## INFORMATION SHOWN
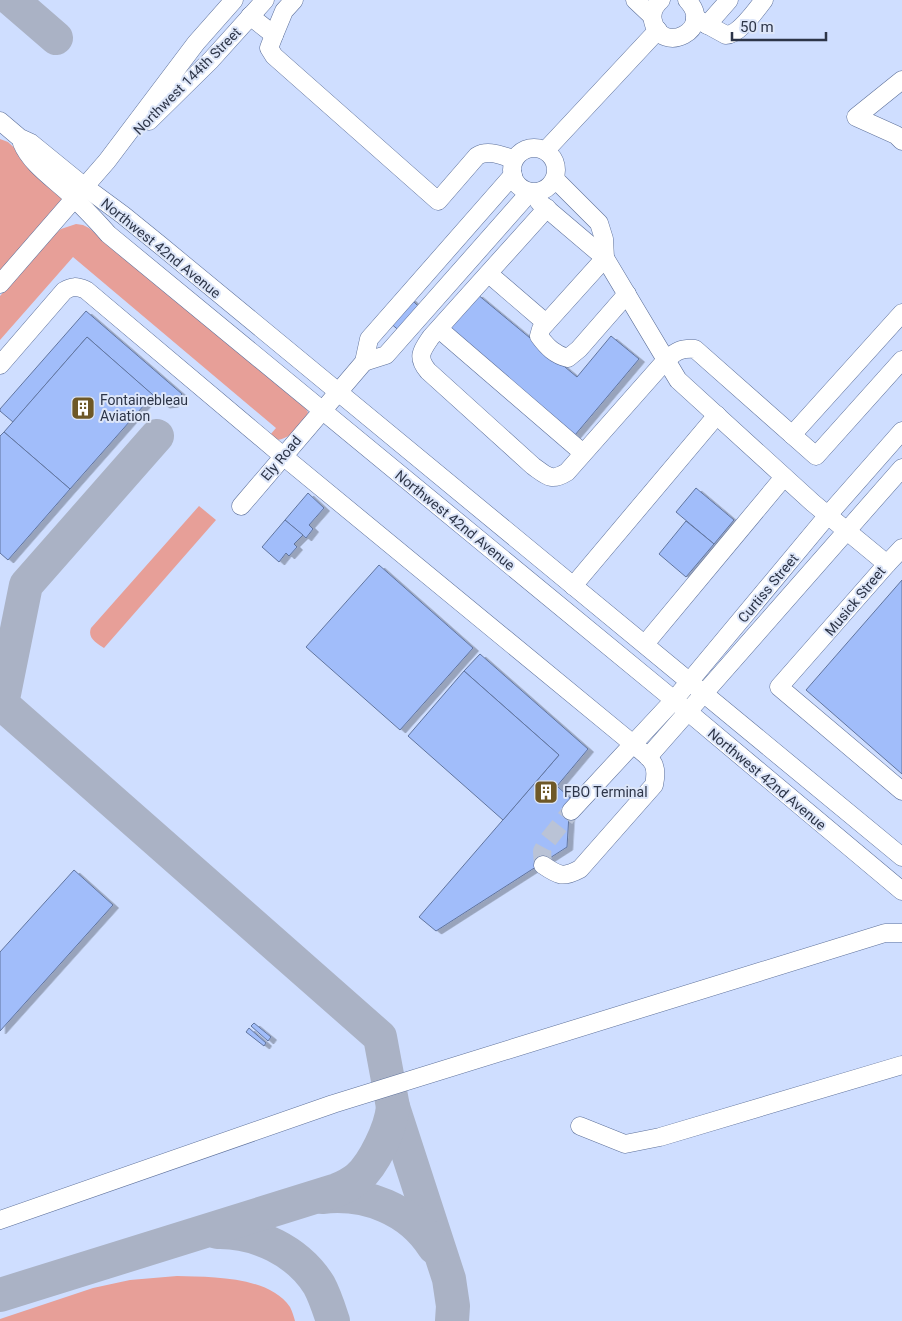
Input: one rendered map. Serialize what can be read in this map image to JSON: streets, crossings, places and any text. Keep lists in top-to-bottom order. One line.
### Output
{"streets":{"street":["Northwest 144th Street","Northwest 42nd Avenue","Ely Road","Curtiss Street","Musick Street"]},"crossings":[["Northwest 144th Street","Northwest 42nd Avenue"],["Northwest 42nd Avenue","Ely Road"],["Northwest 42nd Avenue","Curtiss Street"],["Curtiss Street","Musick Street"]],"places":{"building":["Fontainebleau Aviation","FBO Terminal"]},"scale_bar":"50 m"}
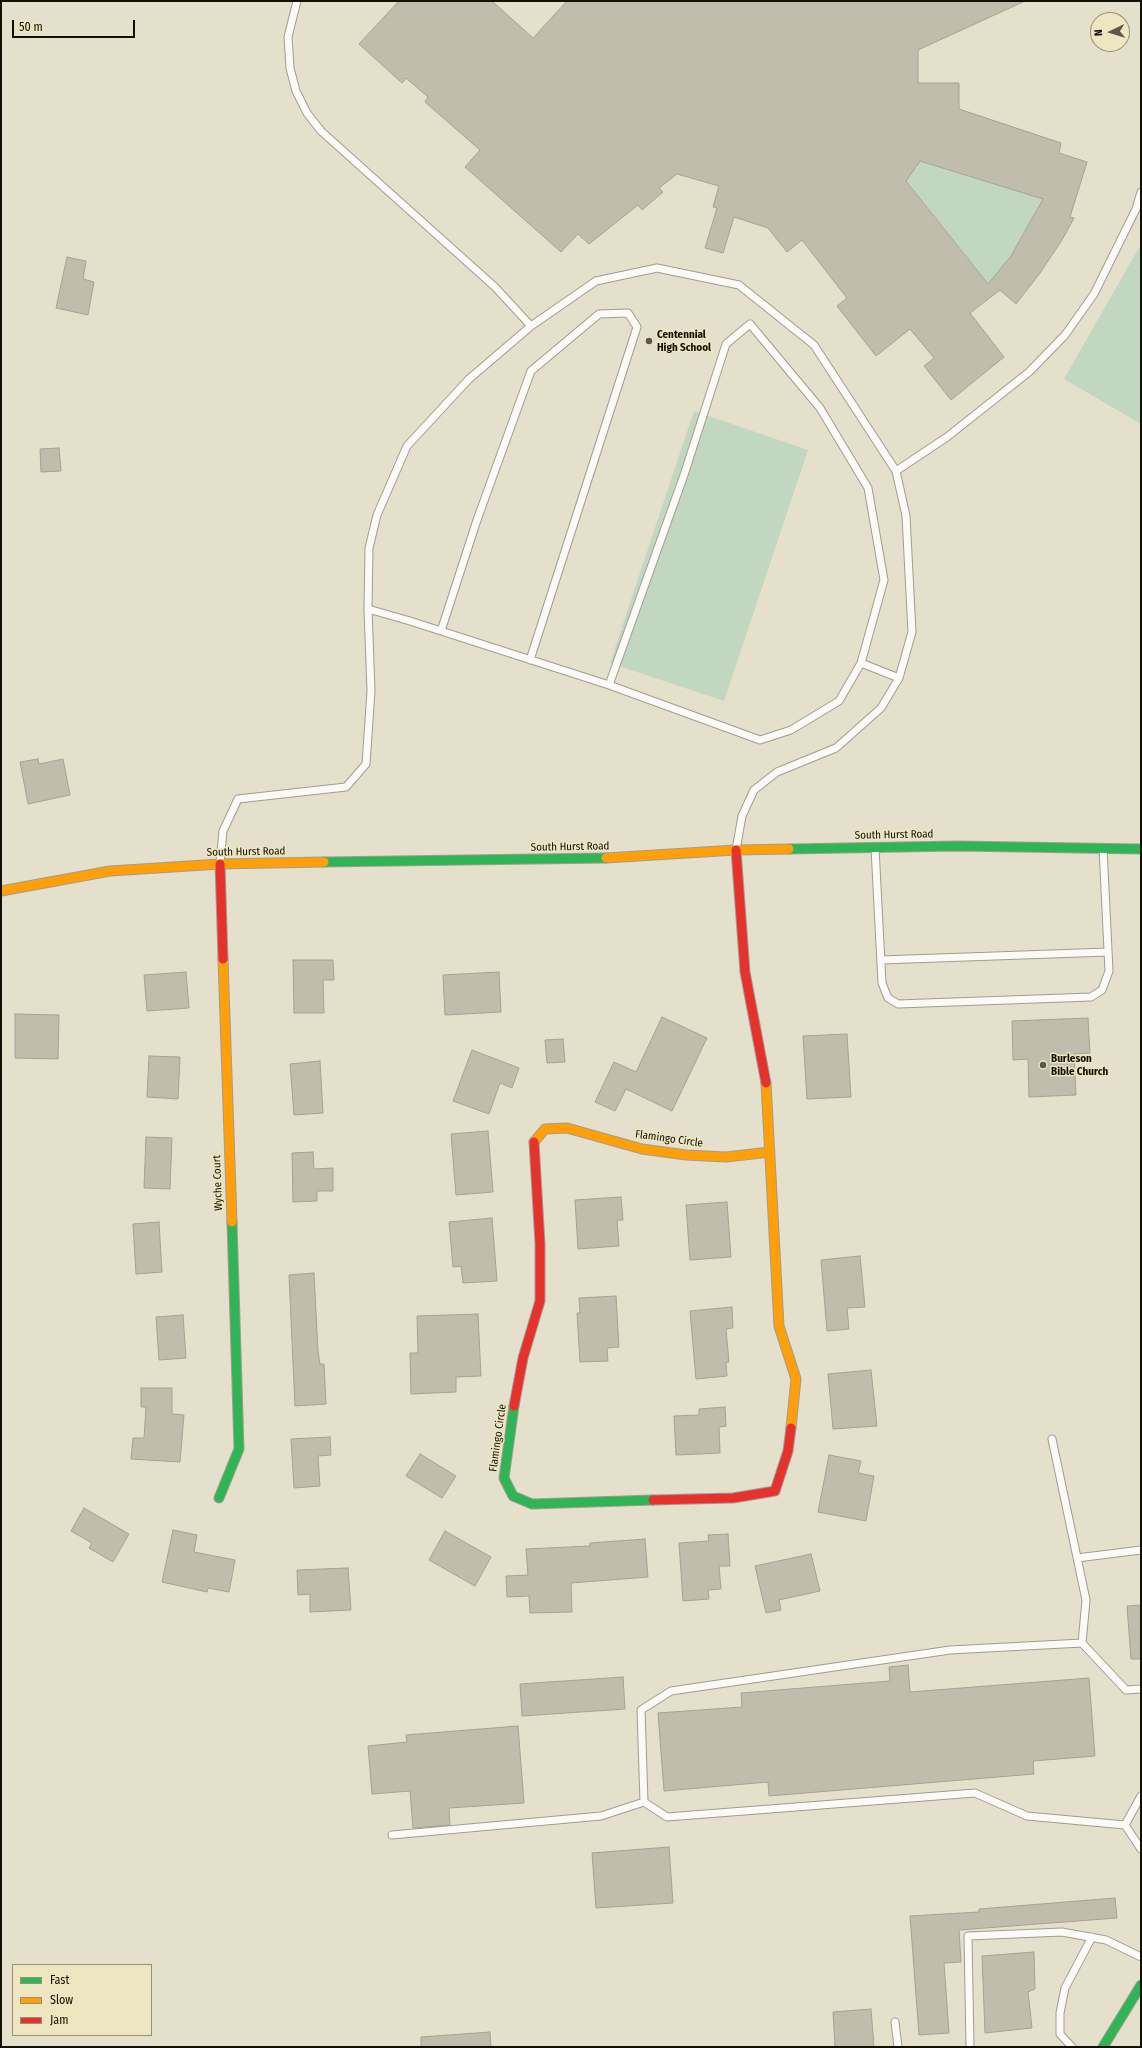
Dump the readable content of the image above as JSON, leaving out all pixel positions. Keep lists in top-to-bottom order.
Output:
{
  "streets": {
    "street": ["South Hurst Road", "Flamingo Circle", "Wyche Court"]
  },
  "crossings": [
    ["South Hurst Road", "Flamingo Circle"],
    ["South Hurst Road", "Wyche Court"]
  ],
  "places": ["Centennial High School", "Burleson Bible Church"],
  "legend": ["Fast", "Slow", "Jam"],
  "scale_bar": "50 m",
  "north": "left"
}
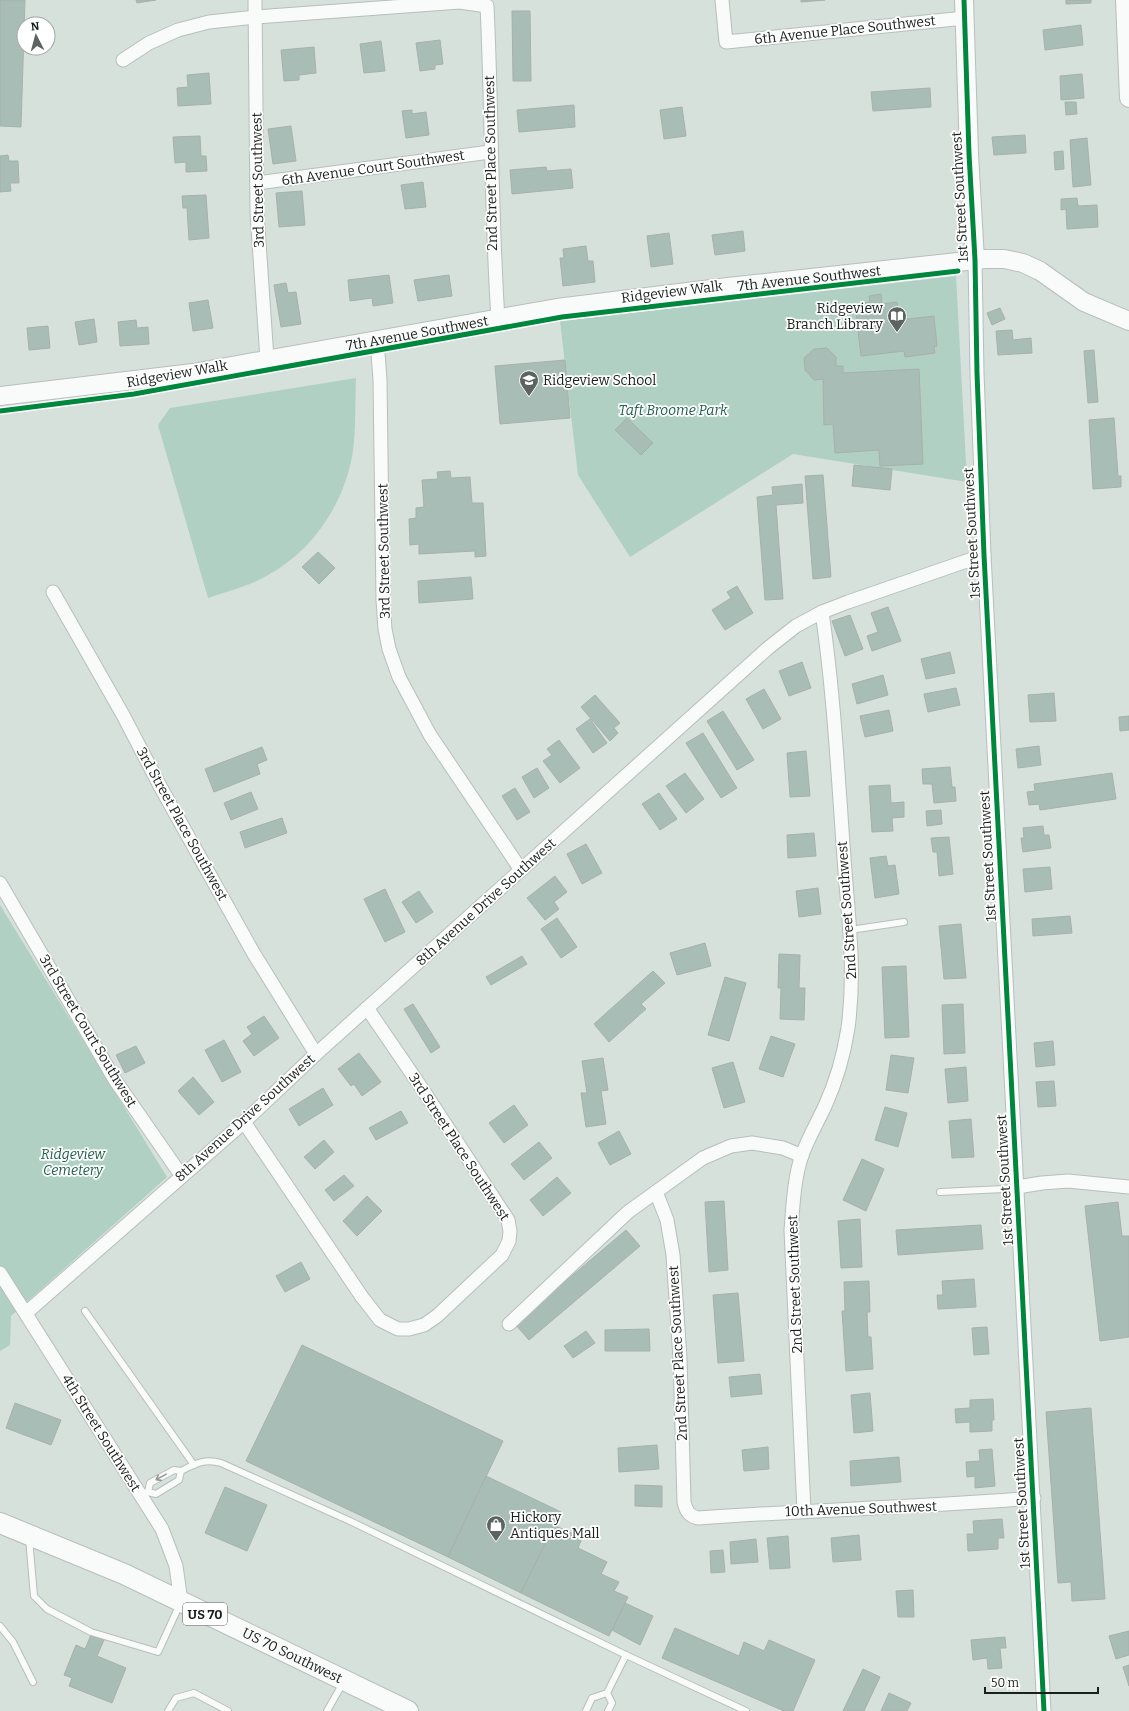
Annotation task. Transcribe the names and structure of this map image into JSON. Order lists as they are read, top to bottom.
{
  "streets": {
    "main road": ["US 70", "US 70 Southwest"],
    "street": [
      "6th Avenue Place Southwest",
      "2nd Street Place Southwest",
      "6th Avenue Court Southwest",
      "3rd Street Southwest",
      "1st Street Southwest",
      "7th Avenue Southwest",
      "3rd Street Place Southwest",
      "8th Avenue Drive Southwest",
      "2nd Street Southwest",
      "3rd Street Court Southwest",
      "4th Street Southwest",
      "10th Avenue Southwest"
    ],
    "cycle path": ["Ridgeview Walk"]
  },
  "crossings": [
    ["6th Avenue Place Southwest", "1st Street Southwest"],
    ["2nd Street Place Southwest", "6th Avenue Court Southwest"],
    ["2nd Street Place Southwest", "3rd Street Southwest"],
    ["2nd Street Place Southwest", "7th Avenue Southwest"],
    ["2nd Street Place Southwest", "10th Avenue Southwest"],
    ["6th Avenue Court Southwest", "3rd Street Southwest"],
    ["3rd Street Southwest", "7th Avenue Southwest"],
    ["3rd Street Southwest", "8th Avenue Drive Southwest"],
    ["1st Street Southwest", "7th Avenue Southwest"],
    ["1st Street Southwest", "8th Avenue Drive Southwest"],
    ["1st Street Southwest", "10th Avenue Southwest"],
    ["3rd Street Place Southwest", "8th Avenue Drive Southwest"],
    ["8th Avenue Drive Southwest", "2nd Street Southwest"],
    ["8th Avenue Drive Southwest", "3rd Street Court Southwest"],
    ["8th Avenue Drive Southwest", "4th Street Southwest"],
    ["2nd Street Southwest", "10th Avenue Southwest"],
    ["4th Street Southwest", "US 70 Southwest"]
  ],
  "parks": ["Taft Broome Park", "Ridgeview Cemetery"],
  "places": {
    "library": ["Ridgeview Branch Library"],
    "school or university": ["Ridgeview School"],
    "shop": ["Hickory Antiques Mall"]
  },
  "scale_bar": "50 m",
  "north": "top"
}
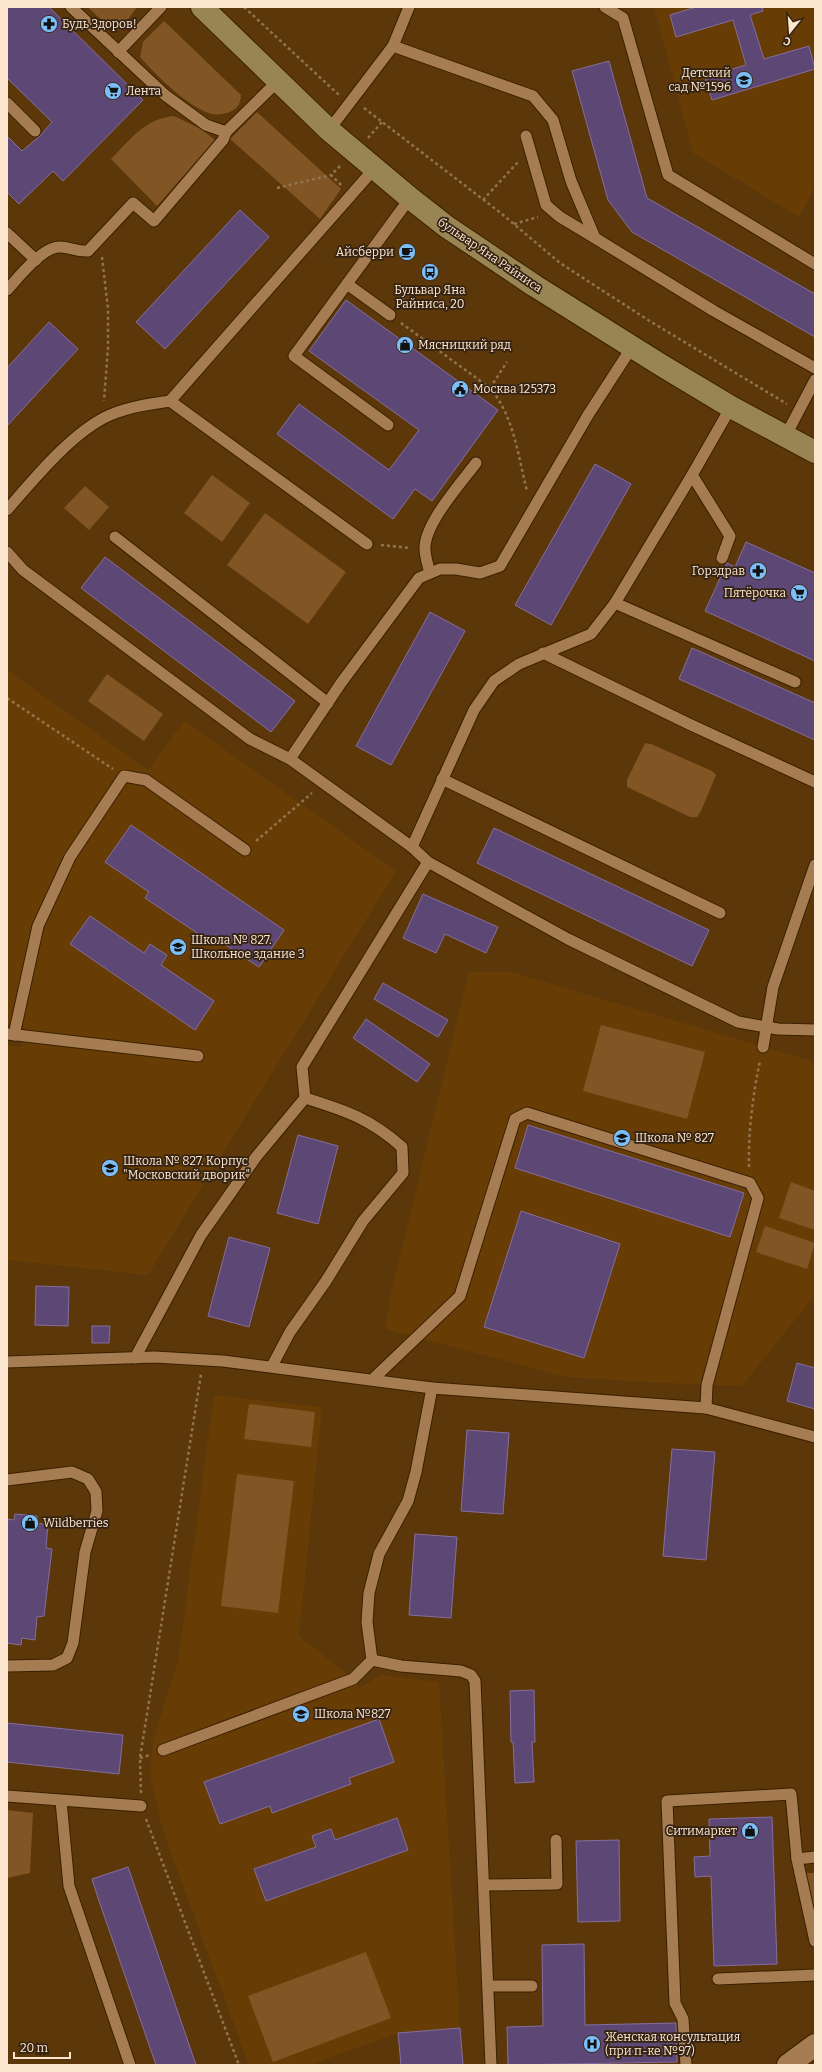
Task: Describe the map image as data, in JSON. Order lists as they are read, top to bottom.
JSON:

## GOAL OF THE EXERCISE
Please filter the listing down to lines that include the word "Keep".

## TASK RESPONSE
Input: one rendered map. Serialize what can be read in this map image to JSON: streets, crossings, places and any text. Keep lists in top-to-bottom order. One line.
Dump the readable content of the image above as JSON, leaving out all pixel positions. Keep lists in top-to-bottom order.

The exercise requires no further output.